En effet, la Chine concentre 50 % de la valeur totale d'un véhicule électrique, 75 % de la chaîne de valeur des batteries et 90 % des moteurs électriques produits dans le monde. Face à cela, l'industrie européenne est en très grande difficulté, ne parvenant même plus à pénétrer le marché chinois.
Dans cette bataille qui commence, monsieur le ministre, quelles sont nos armes ? Avez-vous choisi une guerre de position, dans laquelle nous continuons de subir les assauts chinois, ou entendez-vous sortir de la tranchée et lancer une guerre de mouvement ?
(Applaudissements sur les travées du groupe Les Républicains. – Mmes Anne-Catherine Loisier et Mme Sonia de La Provôté applaudissent également.)
M. le président. La parole est à M. le ministre de l'économie, des finances et de la souveraineté industrielle et numérique.
M. Bruno Le Maire, ministre de l'économie, des finances et de la souveraineté industrielle et numérique. Madame la sénatrice, je vous remercie pour votre excellente question. Ma réponse est claire : nous sommes favorables à une guerre de mouvement (Ah ! sur les travées du groupe Les Républicains.), offensive et défensive.
Offensive, tout d'abord : il faut avoir, au XXIe siècle, une industrie automobile électrique en France et en Europe aussi performante que celle du véhicule thermique au XXe siècle. Je rappelle que ce sont ce gouvernement et cette majorité qui ont pris l'initiative, il y a quatre ans, de mettre en place une filière de batteries électriques, pour être moins dépendants de la Chine – nous allons ouvrir les deux premières usines. Notre objectif pour 2030 est de produire de 100 à 120 gigawatts de puissance électrique avec des batteries produites sur le territoire français.
Nous voulons rouvrir une usine de lithium (Mme Sophie Primas s'exclame.), diversifier nos approvisionnements et être indépendants en matière de semi-conducteurs, indispensables aux véhicules électriques : nous avons obtenu l'investissement de GlobalFoundries sur le site de STMicroelectronics pour les développer massivement.
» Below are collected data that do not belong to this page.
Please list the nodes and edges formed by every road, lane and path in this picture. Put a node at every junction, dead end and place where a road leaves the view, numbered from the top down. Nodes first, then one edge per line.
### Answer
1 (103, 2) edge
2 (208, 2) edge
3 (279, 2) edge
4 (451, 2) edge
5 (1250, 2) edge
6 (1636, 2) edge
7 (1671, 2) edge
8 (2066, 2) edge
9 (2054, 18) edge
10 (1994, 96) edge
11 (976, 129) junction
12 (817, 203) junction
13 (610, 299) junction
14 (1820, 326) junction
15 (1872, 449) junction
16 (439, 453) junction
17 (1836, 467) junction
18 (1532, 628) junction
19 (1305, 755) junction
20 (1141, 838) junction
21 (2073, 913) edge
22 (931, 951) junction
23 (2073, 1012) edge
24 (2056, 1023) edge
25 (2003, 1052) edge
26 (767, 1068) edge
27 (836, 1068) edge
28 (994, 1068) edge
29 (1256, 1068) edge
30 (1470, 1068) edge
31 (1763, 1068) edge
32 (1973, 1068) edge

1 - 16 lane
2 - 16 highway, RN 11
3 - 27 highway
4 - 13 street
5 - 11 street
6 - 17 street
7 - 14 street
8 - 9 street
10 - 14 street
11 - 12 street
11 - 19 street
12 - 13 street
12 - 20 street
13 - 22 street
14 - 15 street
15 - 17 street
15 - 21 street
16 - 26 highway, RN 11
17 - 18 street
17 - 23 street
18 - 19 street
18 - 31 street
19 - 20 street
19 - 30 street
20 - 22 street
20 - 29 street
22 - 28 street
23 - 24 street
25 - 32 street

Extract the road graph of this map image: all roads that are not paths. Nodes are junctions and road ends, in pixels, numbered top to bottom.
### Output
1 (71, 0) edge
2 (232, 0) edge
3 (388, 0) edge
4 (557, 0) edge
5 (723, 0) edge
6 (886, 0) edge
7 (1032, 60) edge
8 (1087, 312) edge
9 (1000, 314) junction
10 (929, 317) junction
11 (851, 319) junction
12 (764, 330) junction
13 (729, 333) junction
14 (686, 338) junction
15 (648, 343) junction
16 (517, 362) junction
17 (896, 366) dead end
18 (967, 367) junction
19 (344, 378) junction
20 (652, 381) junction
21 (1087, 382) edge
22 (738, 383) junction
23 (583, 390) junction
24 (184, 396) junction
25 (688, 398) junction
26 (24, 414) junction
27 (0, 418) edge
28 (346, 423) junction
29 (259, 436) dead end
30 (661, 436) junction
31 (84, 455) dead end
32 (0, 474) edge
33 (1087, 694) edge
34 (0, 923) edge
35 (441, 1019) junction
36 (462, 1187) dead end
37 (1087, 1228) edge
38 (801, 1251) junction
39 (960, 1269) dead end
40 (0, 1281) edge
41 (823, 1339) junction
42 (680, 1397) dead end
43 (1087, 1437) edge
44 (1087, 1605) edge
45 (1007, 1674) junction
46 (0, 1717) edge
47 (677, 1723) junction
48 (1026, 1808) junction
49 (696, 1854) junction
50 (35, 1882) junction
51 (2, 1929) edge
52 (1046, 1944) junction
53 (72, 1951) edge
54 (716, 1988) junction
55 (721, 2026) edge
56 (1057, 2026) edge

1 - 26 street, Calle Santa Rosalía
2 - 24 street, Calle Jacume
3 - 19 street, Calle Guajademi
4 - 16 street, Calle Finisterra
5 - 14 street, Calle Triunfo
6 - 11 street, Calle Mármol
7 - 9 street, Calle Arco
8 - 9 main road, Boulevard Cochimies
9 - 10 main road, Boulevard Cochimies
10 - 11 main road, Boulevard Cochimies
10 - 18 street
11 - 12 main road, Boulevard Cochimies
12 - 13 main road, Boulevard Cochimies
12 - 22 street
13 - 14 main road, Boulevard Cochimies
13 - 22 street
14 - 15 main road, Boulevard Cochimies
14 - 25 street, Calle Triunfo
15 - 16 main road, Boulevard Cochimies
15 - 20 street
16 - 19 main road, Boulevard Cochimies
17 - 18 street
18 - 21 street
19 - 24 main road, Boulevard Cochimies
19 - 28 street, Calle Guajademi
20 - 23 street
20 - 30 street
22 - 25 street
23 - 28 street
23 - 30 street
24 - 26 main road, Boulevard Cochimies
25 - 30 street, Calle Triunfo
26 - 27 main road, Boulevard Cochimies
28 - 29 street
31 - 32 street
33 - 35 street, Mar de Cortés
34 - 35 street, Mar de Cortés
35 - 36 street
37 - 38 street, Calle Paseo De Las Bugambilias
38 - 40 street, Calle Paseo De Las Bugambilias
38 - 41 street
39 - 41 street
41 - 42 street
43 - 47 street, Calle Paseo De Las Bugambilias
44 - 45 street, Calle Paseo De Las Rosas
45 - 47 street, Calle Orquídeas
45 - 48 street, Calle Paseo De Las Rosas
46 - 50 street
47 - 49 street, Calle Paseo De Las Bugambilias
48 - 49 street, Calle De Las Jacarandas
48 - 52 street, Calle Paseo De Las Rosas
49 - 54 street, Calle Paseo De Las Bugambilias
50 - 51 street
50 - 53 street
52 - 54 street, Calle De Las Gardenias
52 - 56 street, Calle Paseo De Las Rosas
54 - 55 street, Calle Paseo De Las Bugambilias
L'objectif est donc clair : être indépendants pour la production de véhicules électriques. Voilà pour l'offensive : les matériaux, les batteries, les semi-conducteurs et, au bout du compte et comme l'a annoncé Stellantis, la production de véhicules électriques sur le sol français. Croyez-moi, cette offensive sera très volontariste.
Vous soulevez ensuite une question majeure – je vous invite d'ailleurs à participer aux travaux du projet de loi pour une réindustrialisation verte : celle du volet défensif. Devons-nous réserver les aides – 7 000 euros pour un véhicule électrique, par exemple – à des véhicules produits et assemblés en France et en Europe ? (Oui ! sur les travées du groupe Les Républicains.) C'est une question légitime : après tout, d'autres le font.
Faut-il renforcer le mécanisme d'ajustement carbone aux frontières, au-delà du ciment, de l'acier et de l'aluminium, pour concerner des biens manufacturés comme des automobiles ?
(Mêmes mouvements.)
Je n'ai pas la réponse à ces questions. Cependant, la défensive, c'est avoir l'audace de les poser et d'en discuter avec tous les sénateurs et sénatrices qui le voudraient dans le cadre du projet de loi pour une réindustrialisation verte.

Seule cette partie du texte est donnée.